Whew, that was a long title. Luckily, the paper’s worth it:
Settles, Burr. 2011. Closing the Loop: Fast, Interactive Semi-Supervised Annotation With Queries on Features and Instances. EMNLP.
It’s a paper that shows you how to use active learning to build reasonably high-performance classifier with only minutes of user effort. Very cool and right up our alley here at LingPipe.
The Big Picture
The easiest way to see what’s going on is with a screenshot of DUALIST, the system on which the paper is based:
It’s basically a tag-a-little, learn-a-little annotation tool for classifiers. I wrote something along these lines for chunk tagging (named entities, etc.) — you can find it in the LingPipe sandbox project citationEntities (called that because I originally used it to zone bibliogrphies in docs, citations in bibliographies and fields in citations). Mitzi just brought it up to date with the current LingPipe and generalized it for some large multi-part document settings.

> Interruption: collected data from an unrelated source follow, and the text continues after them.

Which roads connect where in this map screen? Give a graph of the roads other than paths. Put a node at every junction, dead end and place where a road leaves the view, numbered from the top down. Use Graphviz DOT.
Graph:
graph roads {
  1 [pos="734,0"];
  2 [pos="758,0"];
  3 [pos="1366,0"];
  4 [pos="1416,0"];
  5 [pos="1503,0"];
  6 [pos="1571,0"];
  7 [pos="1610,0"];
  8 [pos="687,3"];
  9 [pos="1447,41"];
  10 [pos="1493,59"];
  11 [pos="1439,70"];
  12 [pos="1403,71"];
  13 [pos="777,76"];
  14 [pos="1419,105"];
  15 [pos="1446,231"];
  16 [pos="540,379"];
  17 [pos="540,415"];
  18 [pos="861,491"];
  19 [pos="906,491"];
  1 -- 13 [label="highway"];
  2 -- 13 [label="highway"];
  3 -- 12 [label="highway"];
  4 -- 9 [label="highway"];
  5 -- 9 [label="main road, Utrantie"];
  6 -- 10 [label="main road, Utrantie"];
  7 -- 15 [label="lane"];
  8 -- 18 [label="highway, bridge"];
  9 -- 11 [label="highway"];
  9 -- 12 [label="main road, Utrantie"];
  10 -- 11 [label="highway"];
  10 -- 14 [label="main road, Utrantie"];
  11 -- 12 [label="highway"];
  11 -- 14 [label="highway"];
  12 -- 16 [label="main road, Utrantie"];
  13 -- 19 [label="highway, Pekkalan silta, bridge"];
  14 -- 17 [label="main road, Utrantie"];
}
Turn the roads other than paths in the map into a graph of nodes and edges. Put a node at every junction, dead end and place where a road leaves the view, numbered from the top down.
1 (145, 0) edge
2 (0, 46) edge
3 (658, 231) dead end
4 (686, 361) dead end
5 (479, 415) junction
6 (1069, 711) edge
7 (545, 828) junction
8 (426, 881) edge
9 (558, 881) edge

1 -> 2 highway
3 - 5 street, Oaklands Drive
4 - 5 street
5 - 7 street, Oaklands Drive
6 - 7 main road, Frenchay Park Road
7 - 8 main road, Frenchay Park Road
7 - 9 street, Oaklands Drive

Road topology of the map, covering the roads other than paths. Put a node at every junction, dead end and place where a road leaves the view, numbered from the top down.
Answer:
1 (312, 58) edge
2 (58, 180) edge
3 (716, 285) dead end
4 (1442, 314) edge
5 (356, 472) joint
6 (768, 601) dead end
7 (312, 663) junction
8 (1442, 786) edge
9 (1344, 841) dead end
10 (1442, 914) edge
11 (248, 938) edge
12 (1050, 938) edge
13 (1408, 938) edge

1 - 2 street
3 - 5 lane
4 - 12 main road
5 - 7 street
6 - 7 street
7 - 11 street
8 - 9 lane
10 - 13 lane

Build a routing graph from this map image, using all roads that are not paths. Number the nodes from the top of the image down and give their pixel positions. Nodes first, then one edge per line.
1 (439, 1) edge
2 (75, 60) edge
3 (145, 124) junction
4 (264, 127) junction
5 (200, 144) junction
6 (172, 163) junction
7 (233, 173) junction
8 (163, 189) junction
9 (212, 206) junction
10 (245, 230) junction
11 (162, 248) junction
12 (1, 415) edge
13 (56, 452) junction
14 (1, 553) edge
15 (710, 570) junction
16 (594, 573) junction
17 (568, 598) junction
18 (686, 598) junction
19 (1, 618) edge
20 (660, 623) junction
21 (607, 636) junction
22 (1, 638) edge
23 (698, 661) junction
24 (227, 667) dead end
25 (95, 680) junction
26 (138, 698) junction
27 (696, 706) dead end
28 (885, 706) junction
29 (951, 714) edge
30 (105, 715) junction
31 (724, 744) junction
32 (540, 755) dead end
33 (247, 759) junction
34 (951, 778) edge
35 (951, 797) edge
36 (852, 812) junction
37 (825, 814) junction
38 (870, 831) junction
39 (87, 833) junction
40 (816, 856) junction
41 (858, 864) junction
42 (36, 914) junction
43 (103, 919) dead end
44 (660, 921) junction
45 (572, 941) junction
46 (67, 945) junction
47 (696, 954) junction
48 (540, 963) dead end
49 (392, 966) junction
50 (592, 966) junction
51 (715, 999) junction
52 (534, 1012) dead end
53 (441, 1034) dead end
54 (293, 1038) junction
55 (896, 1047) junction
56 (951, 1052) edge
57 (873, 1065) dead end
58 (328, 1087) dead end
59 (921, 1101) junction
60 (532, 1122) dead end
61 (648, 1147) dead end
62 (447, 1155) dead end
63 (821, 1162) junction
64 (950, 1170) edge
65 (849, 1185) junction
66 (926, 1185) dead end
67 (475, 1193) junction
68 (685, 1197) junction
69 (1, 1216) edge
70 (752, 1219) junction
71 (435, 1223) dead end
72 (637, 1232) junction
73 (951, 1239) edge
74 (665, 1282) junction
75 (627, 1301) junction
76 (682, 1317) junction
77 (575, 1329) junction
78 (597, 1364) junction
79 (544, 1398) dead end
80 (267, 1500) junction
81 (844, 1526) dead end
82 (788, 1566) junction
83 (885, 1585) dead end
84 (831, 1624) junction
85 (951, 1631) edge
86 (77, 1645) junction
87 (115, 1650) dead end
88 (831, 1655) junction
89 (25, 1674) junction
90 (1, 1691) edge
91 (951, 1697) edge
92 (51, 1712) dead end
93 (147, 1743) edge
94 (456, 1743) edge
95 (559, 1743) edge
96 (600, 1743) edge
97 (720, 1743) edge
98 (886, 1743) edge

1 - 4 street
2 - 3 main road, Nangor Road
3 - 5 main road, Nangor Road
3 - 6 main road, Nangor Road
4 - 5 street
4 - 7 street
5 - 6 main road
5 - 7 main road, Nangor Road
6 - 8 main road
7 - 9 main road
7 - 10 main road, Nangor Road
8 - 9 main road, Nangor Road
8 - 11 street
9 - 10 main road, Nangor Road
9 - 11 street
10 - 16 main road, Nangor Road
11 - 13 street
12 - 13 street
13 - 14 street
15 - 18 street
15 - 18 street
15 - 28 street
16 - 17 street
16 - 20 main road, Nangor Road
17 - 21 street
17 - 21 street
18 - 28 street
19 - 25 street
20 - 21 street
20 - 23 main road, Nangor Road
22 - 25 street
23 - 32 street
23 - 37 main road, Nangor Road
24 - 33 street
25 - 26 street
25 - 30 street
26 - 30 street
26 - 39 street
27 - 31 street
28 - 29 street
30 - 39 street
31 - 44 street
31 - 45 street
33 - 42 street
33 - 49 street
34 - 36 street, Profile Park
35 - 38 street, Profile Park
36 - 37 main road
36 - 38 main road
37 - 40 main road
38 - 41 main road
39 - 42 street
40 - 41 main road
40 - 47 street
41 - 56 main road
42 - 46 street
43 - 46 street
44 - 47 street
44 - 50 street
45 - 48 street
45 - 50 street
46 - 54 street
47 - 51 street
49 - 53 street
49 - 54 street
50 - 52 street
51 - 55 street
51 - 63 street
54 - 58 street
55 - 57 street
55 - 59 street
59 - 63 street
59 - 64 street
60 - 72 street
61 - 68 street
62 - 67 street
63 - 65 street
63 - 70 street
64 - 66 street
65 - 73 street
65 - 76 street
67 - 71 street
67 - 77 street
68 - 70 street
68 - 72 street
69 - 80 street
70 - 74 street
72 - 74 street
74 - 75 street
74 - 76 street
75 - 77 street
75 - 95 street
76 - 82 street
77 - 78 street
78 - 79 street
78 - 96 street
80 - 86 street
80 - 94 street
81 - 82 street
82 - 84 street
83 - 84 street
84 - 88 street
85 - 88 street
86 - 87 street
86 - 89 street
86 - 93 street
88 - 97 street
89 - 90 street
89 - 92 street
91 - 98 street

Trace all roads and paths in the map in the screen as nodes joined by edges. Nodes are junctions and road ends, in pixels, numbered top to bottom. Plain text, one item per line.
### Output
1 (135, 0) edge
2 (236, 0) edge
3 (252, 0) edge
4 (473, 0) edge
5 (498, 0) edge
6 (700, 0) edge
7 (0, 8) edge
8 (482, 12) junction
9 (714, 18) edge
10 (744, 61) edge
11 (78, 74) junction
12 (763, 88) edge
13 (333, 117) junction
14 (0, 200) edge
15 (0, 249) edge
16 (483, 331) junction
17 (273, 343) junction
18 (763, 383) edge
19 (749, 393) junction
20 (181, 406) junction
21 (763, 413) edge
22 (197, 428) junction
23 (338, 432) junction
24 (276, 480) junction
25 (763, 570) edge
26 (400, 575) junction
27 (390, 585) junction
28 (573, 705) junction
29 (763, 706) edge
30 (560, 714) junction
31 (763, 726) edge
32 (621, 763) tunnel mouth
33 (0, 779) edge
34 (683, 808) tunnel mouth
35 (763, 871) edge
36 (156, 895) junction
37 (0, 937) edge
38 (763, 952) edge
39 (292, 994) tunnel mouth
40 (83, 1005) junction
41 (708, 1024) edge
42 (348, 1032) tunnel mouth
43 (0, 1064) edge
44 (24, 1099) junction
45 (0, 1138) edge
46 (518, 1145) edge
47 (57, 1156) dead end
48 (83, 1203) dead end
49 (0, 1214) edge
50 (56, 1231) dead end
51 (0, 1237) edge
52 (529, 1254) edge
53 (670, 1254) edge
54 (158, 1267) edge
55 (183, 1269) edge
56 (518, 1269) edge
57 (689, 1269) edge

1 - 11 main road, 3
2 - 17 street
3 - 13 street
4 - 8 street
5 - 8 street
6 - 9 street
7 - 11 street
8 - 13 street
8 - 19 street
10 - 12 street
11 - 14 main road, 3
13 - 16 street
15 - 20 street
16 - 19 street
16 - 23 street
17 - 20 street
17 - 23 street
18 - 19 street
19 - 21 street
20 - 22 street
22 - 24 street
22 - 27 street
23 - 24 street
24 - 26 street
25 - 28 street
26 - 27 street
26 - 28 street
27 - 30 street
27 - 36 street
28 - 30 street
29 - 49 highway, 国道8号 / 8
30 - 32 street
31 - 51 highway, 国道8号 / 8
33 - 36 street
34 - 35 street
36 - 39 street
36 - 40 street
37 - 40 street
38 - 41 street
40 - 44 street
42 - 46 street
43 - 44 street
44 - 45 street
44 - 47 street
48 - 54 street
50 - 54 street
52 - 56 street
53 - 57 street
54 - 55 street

In DUALIST, users provide two kinds of input:
- category classifications for documents
- words associated with categories
The left-hand-side of the interface presents a scrolling list of documents, with buttons for categories. There are then columns for categories with words listed under them. Users can highlight words in the lists that they believe are associated with the category. They may also enter new words that don’t appear on the lists.
Settles points out a difficult choice in the design. If you update the underlying model after every user choice, the GUI items are going to rearrange themselves. Microsoft tried this with Word, etc., arranging menus by frequency of use, and I don’t think anyone liked it. Constancy of where something’s located is very important. So what he did was let the user mark up a bunch of choices of categories and words, then hit the big submit button at the top, which would update the model. I did roughly the same thing with our chunk annotation interface.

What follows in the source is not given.